Problem requirements -> From the entries, copy each line that includes "numbered".

Records for the task ->
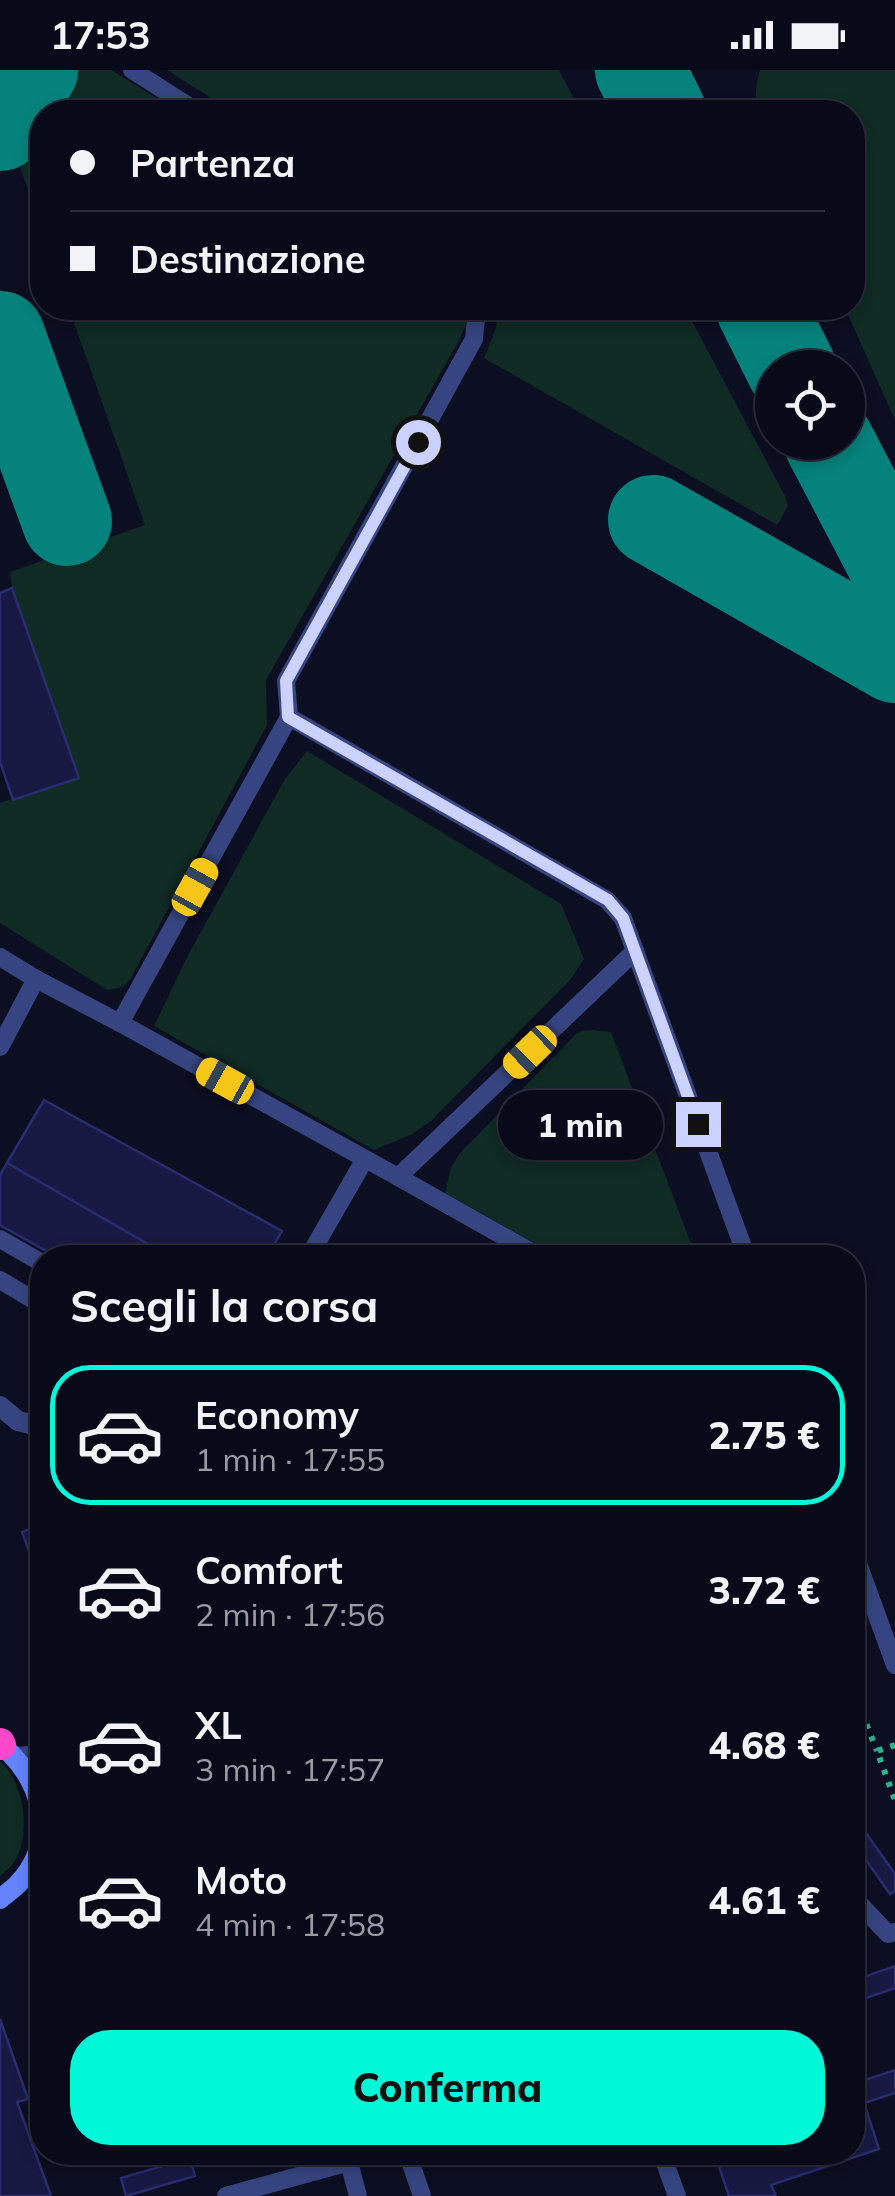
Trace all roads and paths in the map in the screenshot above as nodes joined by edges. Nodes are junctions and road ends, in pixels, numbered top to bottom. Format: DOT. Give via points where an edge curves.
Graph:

...

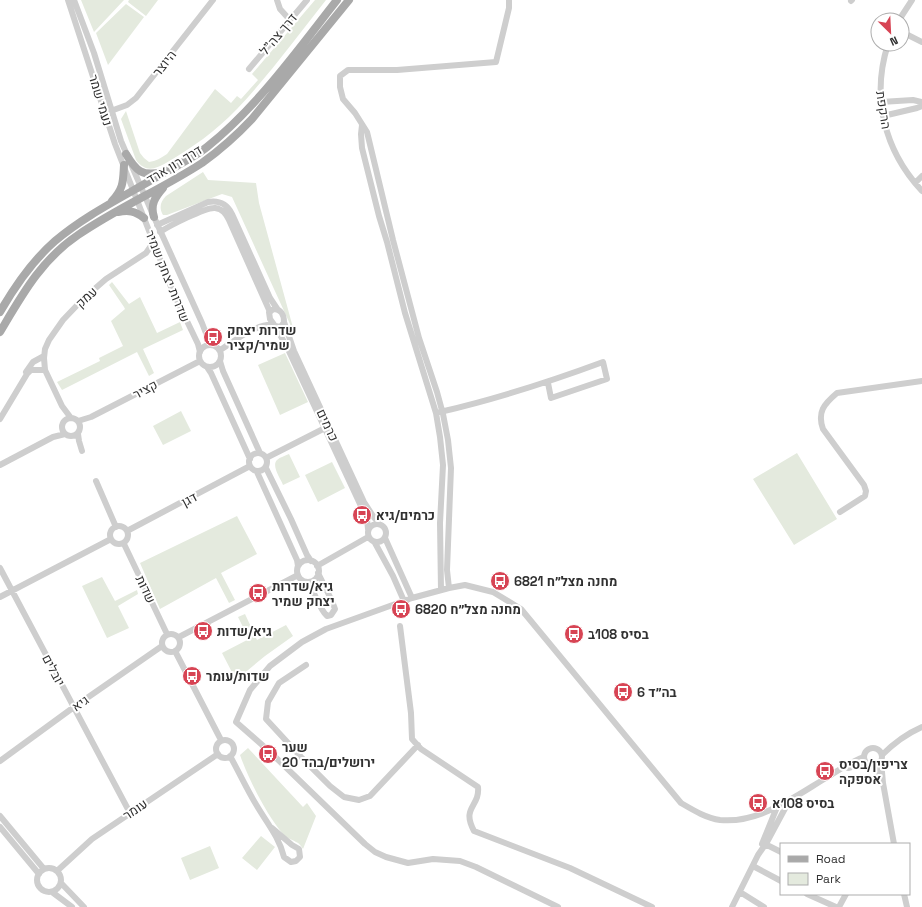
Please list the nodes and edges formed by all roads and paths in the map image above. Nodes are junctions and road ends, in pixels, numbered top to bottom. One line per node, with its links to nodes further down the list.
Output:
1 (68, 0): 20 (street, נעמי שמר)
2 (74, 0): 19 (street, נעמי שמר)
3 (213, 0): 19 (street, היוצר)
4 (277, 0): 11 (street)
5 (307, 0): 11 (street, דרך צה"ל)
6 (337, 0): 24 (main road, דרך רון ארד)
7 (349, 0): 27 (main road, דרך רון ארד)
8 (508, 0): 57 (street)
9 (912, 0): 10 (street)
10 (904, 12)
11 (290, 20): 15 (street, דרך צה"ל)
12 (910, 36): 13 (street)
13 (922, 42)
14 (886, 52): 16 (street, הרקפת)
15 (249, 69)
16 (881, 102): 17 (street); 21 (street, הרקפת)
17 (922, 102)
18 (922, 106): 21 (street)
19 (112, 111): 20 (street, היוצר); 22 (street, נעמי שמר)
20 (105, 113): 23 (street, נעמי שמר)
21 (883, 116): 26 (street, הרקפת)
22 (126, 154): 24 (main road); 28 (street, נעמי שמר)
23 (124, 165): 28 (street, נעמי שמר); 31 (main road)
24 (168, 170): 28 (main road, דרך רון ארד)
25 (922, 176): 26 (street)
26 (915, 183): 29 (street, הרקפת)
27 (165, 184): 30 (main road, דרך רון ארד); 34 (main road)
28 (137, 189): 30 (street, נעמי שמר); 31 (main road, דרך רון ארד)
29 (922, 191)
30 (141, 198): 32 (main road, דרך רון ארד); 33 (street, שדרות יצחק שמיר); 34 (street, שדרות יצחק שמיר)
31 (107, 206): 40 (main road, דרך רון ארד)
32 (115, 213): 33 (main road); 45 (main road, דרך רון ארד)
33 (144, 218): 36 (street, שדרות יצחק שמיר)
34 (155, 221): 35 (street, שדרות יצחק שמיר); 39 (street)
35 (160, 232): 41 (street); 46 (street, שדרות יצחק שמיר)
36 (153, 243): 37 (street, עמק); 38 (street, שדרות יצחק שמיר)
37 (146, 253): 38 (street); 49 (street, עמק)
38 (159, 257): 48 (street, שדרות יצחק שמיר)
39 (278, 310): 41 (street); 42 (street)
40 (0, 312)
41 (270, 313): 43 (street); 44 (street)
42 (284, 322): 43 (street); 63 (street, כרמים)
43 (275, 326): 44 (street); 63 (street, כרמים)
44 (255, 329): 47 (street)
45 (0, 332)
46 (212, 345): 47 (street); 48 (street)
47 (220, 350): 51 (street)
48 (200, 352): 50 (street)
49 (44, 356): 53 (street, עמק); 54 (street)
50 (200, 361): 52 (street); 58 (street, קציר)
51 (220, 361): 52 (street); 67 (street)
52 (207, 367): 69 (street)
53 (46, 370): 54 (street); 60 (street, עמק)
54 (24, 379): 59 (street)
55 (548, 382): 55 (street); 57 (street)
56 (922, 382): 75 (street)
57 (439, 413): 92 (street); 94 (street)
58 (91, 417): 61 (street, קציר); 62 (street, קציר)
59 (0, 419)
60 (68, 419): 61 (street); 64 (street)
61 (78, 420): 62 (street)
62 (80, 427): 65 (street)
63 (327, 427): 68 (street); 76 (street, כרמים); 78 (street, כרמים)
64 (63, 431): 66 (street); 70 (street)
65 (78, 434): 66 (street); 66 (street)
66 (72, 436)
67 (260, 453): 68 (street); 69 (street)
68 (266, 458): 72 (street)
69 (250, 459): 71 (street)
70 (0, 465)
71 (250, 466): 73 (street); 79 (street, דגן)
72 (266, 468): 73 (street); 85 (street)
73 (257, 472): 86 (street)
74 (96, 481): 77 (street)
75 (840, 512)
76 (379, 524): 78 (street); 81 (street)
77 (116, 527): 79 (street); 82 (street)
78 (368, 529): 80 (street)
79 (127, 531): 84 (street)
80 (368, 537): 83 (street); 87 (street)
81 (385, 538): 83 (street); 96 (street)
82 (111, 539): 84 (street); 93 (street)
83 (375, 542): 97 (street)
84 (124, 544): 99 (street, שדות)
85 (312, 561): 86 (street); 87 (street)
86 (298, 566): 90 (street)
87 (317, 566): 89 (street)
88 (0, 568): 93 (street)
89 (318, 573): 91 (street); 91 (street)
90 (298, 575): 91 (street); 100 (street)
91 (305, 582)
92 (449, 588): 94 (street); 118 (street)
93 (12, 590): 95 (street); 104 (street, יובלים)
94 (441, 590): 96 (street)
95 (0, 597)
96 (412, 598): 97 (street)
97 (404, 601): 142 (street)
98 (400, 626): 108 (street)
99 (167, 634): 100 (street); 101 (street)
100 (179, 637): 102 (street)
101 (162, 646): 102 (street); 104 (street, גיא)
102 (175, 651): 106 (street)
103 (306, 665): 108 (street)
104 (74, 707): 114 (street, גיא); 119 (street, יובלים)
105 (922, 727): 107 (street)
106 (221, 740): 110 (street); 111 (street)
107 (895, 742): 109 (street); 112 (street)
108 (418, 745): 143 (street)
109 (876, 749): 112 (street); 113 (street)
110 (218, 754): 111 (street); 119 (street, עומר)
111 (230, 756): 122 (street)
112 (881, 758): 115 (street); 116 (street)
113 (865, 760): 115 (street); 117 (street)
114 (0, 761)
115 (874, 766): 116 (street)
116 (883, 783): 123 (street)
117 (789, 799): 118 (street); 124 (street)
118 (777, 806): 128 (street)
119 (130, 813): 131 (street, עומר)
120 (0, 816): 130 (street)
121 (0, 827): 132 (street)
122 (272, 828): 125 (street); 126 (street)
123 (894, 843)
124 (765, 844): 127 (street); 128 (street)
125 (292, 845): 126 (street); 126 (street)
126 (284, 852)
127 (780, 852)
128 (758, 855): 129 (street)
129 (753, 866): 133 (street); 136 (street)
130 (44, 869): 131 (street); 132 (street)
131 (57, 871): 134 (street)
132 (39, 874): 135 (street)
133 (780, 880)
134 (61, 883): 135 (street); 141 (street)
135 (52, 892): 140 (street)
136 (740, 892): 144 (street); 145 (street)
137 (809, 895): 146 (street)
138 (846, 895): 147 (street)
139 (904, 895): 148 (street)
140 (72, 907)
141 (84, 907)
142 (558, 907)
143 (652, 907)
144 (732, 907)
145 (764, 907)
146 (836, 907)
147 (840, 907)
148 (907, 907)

Problem solution ->
Trace all roads and paths in the map in the screenshot above as nodes joined by edges. Nodes are junctions and road ends, in pixels, numbered top to bottom. Format: DOT. Give via points where an edge curves.
Please list the nodes and edges formed by all roads and paths in the map image above. Nodes are junctions and road ends, in pixels, numbered top to bottom. One line per node, with its links to nodes further down the list.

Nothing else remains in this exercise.